[Extracted data — start]

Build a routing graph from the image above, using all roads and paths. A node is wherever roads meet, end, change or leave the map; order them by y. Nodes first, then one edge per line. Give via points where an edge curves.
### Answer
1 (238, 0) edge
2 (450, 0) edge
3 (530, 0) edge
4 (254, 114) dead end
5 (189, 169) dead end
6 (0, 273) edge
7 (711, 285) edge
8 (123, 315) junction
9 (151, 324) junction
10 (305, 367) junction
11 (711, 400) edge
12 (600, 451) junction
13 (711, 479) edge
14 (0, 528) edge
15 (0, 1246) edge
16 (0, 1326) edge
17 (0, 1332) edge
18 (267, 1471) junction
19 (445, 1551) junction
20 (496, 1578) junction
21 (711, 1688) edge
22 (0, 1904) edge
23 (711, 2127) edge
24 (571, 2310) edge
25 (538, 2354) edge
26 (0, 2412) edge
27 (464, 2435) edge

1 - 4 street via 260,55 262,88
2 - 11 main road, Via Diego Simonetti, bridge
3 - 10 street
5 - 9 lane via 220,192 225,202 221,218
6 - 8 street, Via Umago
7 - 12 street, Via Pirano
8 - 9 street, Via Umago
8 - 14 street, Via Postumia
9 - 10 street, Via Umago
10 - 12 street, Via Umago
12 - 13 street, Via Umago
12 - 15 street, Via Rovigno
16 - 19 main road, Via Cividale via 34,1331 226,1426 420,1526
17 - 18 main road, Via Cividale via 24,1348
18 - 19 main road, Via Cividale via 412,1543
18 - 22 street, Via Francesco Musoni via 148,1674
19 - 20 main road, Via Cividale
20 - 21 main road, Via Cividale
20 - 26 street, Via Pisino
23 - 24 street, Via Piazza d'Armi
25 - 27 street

[Extracted data — finish]

» Problem requirements
Nothing may be left out. Retype all the entries exactly.

» Task answer
Build a routing graph from the image above, using all roads and paths. A node is wherever roads meet, end, change or leave the map; order them by y. Nodes first, then one edge per line. Give via points where an edge curves.
### Answer
1 (238, 0) edge
2 (450, 0) edge
3 (530, 0) edge
4 (254, 114) dead end
5 (189, 169) dead end
6 (0, 273) edge
7 (711, 285) edge
8 (123, 315) junction
9 (151, 324) junction
10 (305, 367) junction
11 (711, 400) edge
12 (600, 451) junction
13 (711, 479) edge
14 (0, 528) edge
15 (0, 1246) edge
16 (0, 1326) edge
17 (0, 1332) edge
18 (267, 1471) junction
19 (445, 1551) junction
20 (496, 1578) junction
21 (711, 1688) edge
22 (0, 1904) edge
23 (711, 2127) edge
24 (571, 2310) edge
25 (538, 2354) edge
26 (0, 2412) edge
27 (464, 2435) edge

1 - 4 street via 260,55 262,88
2 - 11 main road, Via Diego Simonetti, bridge
3 - 10 street
5 - 9 lane via 220,192 225,202 221,218
6 - 8 street, Via Umago
7 - 12 street, Via Pirano
8 - 9 street, Via Umago
8 - 14 street, Via Postumia
9 - 10 street, Via Umago
10 - 12 street, Via Umago
12 - 13 street, Via Umago
12 - 15 street, Via Rovigno
16 - 19 main road, Via Cividale via 34,1331 226,1426 420,1526
17 - 18 main road, Via Cividale via 24,1348
18 - 19 main road, Via Cividale via 412,1543
18 - 22 street, Via Francesco Musoni via 148,1674
19 - 20 main road, Via Cividale
20 - 21 main road, Via Cividale
20 - 26 street, Via Pisino
23 - 24 street, Via Piazza d'Armi
25 - 27 street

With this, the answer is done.